We commend the Women’s March for denouncing the President’s verbal assault last Tuesday calling former aide Omarosa Manigault Newman “that dog” on Twitter. There are few who wouldn’t agree with the Women’s March that “Omarosa, a Black woman is a person”, or that we are dealing with “an abuser”. No one, no matter who they are, their political affiliation or their actions should ever be called a dog and in Omarosa’s case, the word “dog” is no doubt a substitute for “black bitch”. Black women have for generations navigated sexist/racist tropes of jezebel, mammy, mule and sapphire.
This is not a letter to provoke the Women’s March or its supporters. This is a letter to the brazen women we witnessed mobilize a quarter million others to converge on Washington, DC on January 21, 2017. It is time we allow our suffering to speak. As women of African descent and Black feminists, many of us have watched the Women’s March these past eighteen months as the movement squandered its popularity, its platform and the support of all representations of women and girls including our own public letter encouraging Black women to march on January 21, 2017.
The Issue at Hand
Omarosa is hardly the microcosm or a representation of the full circumstances of Black women.

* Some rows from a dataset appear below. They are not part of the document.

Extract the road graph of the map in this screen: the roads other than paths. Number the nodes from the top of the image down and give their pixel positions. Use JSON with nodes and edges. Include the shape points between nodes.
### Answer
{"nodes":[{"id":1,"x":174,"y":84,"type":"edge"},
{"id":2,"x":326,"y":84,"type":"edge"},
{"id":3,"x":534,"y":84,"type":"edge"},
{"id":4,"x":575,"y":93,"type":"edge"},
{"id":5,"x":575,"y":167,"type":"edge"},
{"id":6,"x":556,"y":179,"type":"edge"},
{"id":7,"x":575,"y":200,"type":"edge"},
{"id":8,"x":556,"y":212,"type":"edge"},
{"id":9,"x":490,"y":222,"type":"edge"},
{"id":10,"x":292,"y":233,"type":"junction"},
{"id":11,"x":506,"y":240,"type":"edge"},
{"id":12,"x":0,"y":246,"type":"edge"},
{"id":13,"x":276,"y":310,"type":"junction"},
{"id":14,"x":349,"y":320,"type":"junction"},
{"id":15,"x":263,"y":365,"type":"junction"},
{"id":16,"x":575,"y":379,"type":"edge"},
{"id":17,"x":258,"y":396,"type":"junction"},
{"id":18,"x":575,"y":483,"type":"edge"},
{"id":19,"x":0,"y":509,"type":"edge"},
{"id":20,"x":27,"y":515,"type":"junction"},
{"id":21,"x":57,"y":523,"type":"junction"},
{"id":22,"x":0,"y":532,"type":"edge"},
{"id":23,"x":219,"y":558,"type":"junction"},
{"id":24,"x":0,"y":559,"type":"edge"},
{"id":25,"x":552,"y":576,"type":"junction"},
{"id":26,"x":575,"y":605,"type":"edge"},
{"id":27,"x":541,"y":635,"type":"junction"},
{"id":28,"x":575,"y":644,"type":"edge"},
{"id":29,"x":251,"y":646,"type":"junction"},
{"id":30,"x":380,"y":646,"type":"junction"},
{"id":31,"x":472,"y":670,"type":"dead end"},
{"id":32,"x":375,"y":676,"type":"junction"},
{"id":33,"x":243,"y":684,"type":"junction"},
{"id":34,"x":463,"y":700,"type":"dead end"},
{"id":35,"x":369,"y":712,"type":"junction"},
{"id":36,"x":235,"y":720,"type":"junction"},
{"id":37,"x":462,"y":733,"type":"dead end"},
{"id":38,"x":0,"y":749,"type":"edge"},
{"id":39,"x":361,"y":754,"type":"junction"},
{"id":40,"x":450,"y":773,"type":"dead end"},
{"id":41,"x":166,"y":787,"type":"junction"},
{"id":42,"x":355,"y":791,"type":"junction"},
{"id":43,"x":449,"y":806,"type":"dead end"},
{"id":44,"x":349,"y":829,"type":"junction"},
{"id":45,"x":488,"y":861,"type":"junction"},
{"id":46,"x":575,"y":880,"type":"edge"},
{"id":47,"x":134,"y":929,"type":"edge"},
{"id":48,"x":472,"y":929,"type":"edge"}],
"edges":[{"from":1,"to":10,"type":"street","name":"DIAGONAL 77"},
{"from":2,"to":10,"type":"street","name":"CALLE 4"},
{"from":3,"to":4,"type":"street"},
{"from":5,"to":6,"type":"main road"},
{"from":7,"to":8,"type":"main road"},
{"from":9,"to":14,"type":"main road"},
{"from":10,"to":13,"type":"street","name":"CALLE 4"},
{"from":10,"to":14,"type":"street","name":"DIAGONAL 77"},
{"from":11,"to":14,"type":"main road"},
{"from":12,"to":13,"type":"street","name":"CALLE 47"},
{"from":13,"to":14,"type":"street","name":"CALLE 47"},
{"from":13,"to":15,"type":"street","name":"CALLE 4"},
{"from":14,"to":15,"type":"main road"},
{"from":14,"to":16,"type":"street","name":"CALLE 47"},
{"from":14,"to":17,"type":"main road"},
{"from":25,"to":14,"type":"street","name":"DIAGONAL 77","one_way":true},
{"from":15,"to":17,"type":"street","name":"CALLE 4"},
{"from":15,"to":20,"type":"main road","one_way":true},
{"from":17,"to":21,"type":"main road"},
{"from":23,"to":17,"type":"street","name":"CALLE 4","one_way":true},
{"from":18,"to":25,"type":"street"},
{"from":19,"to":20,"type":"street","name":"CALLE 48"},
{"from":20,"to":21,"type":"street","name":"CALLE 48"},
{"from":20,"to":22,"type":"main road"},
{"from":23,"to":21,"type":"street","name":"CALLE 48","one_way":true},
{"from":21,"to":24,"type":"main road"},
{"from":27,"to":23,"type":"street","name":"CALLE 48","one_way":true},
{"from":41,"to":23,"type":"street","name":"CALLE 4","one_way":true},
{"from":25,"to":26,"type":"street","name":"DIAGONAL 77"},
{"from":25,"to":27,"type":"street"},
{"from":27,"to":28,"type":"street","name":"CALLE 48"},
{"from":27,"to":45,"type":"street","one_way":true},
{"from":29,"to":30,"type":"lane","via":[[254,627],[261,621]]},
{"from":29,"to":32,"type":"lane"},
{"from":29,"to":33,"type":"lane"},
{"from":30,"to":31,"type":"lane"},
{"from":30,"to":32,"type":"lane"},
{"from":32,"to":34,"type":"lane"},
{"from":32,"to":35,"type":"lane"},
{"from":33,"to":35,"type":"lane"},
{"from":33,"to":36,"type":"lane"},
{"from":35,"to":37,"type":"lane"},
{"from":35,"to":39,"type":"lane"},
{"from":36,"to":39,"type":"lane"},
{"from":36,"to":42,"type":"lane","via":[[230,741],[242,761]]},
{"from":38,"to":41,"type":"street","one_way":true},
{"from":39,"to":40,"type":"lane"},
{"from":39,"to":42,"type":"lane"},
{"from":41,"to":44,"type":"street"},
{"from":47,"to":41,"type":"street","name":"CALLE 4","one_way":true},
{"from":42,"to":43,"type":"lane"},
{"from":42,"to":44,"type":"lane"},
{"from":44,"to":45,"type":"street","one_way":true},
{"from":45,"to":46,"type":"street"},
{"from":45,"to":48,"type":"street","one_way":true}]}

America post-Women’s March, remains a dangerous site saturated with the belief that Black female energy deserves punishment, degradation and neglect. No matter its form, the struggle for Black women across this country, and in particular the southern states, is still for full control of our own bodies, for autonomy and for integrity. The threat has not dissipated as the elimination of basic resources to communities of color that could empower all of us to prevent rape and other sexual violence against cis and trans-identified women still looms.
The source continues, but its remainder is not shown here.